L’ Ile des Bienheureux

Le Dauphiné Libéré

A la fin du mois de février le futur vainqueur de la bataille des retraites était désigné. Laurent Berger s’était imposé sans vrai problème à la tête des syndicats, au point que certains commentateurs le voyaient en futur candidat à la présidence de la République. Même la CGT semblait  s’effacer et courbait l’échine  ; c’était enfin le tour de la CFDT de donner le ton et le rythme. Et la grande majorité des Français semblait d’accord avec ce véritable séisme qui bouleversait la hiérarchie syndicale. Enfin le réformisme prenait en France la première place !

Mais alors que nous rentrons dans la phase décisive du conflit social, le doute est de retour. Non pas parce que l’Exécutif a repris la main mais essentiellement parce que la CGT n’abandonne pas la partie. C’est même tout le contraire car elle fait désormais jouer à plein ses forces dominantes. Et c’est ainsi que certaines fédérations du syndicat de Philippe Martinez annoncent sans aucune hésitation que la messe n’est pas dite. Dans la foulée, les responsables de ces fédérations ( Energie, RATP, SNCF, Ports et Docks) etc …) font comprendre qu’il ne s’agit plus de débat paisible, que la violence des gestes et des paroles est de retour. Leur objectif déclaré et assumé est très clair : pour obtenir satisfaction  il sont prêts à « mettre l’économie à genoux ».

En somme, si les mots ont encore un sens , ils déclarent la guerre à leur propre pays.

Ce type de déclaration est proprement inconcevable pour un démocrate, qu’il soit de Gauche ou de Droite, car elle est le produit de la pure violence mais aussi et surtout de la bêtise crasse. Car comment ne pas comprendre que s’ils mettaient en application leurs menaces, ce seraient d’abord et avant tout les plus pauvres des Français qui en souffriraient.

Il est vrai que ces « va-t-en guerre » des régimes spéciaux ne veulent pas comprendre qu’ils ont presque tous les droits, comme par exemple celui de partir en retraite très largement avant tous les autres salariés. Et que la règle dite du « grand-père » qui prévoit une transition de plusieurs dizaine d’années ne les calmera pas. Ils ont tué Juppé en 1995, ils appliqueront leur savoir faire près de quarante années plus tard !
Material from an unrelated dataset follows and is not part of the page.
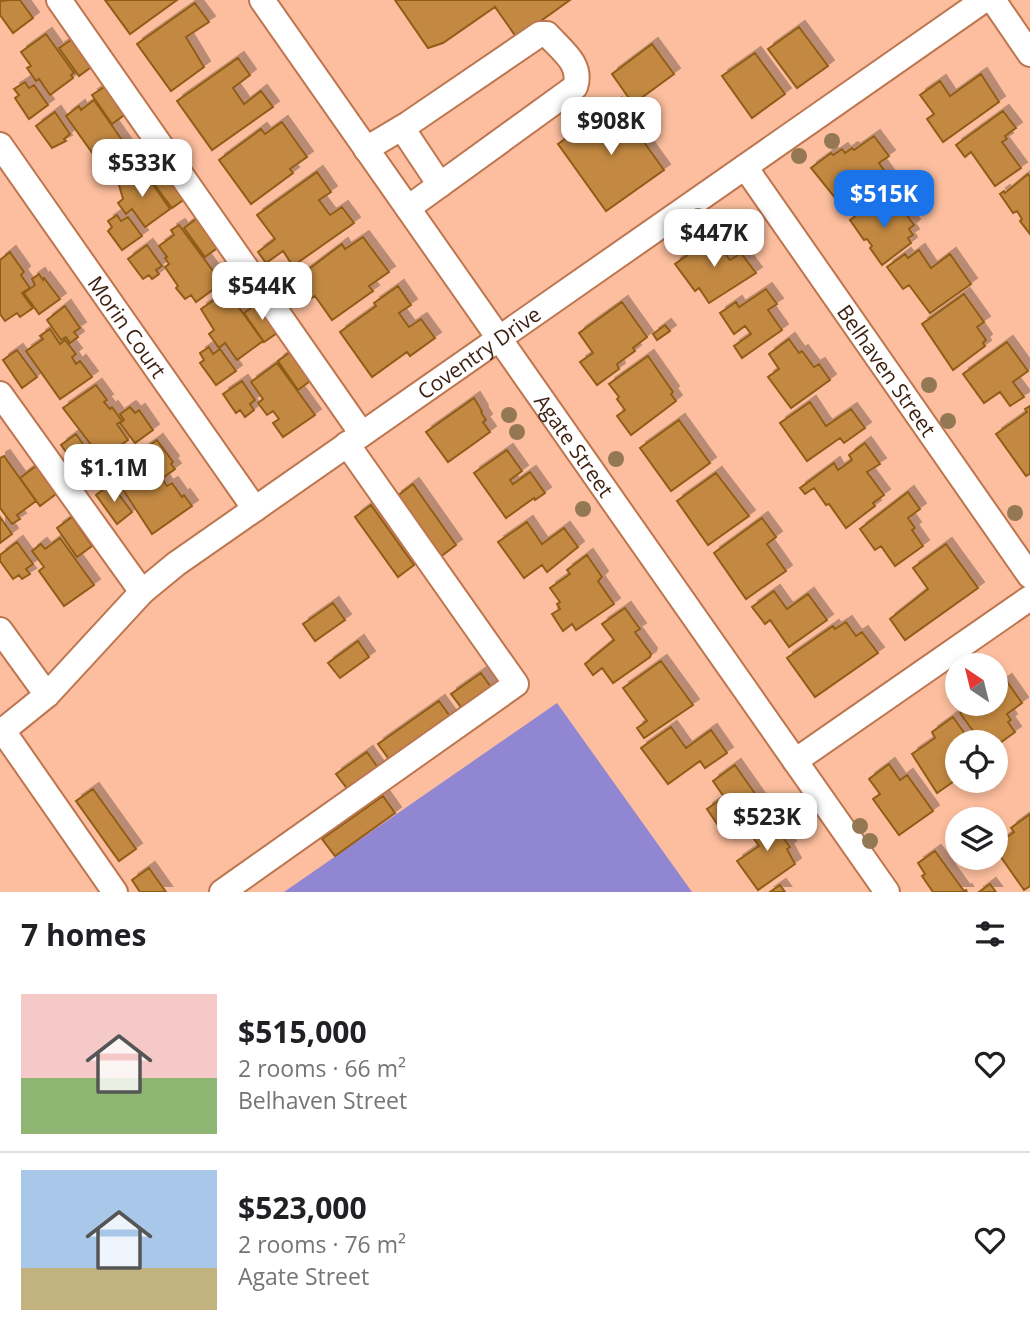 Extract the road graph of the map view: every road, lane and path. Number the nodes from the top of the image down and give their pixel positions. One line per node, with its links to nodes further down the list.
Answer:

C’est pour cette raison essentielle, la conservation des régimes spéciaux, que la guerre a été déclarée et s’étend.

Pour cela, et à l’orée d’une semaine décisive, le leader Laurent Berger est en réalité et sournoisement mis en cause. Il y a quelques semaines, il affirmait à mots prudents, mais clairs, que le 7 mars les contestataires mettraient à l’arrêt le pays. Pour qu’enfin les élus, vraiment informés du grand mécontentement, remplissent leur mission de faiseurs de loi, en toute liberté. En quelque sorte que la démocratie représentative joue son rôle. Ce que ne lui permet pas dans leur folle dérive, ni LFI ni les jusqu’au-boutistes syndicaux.

 Sortir de ce piège ne sera pas facile pour Laurent Berger :

              -Ou il sera contraint de se renier et d’adopter les excès que manifestement il réprouve.

              – Ou il aura le courage et l’habileté (alors que Phillipe Martinez est à quelques jours de finir son mandat) de ramener à la raison les égoïstes forcenés qui veulent mettre le feu. Et cela ,sans que quiconque puisse mettre en doute son indépendance vis à vis de l’Exécutif.

De sa victoire ou de sa défaite dépend en réalité l’installation en France d’un syndicalisme moderne tel qu’il est présent dans l’énorme majorité des pays développés . Un syndicalisme responsable qui nous évitera d’être moqués, en particulier par certains Allemands qui prétendent que les Français ne veulent pas voir et prendre en compte ce qui se passe ailleurs et qu’ils ont le droit absolu de vivre  dans une « Ile des bienheureux ».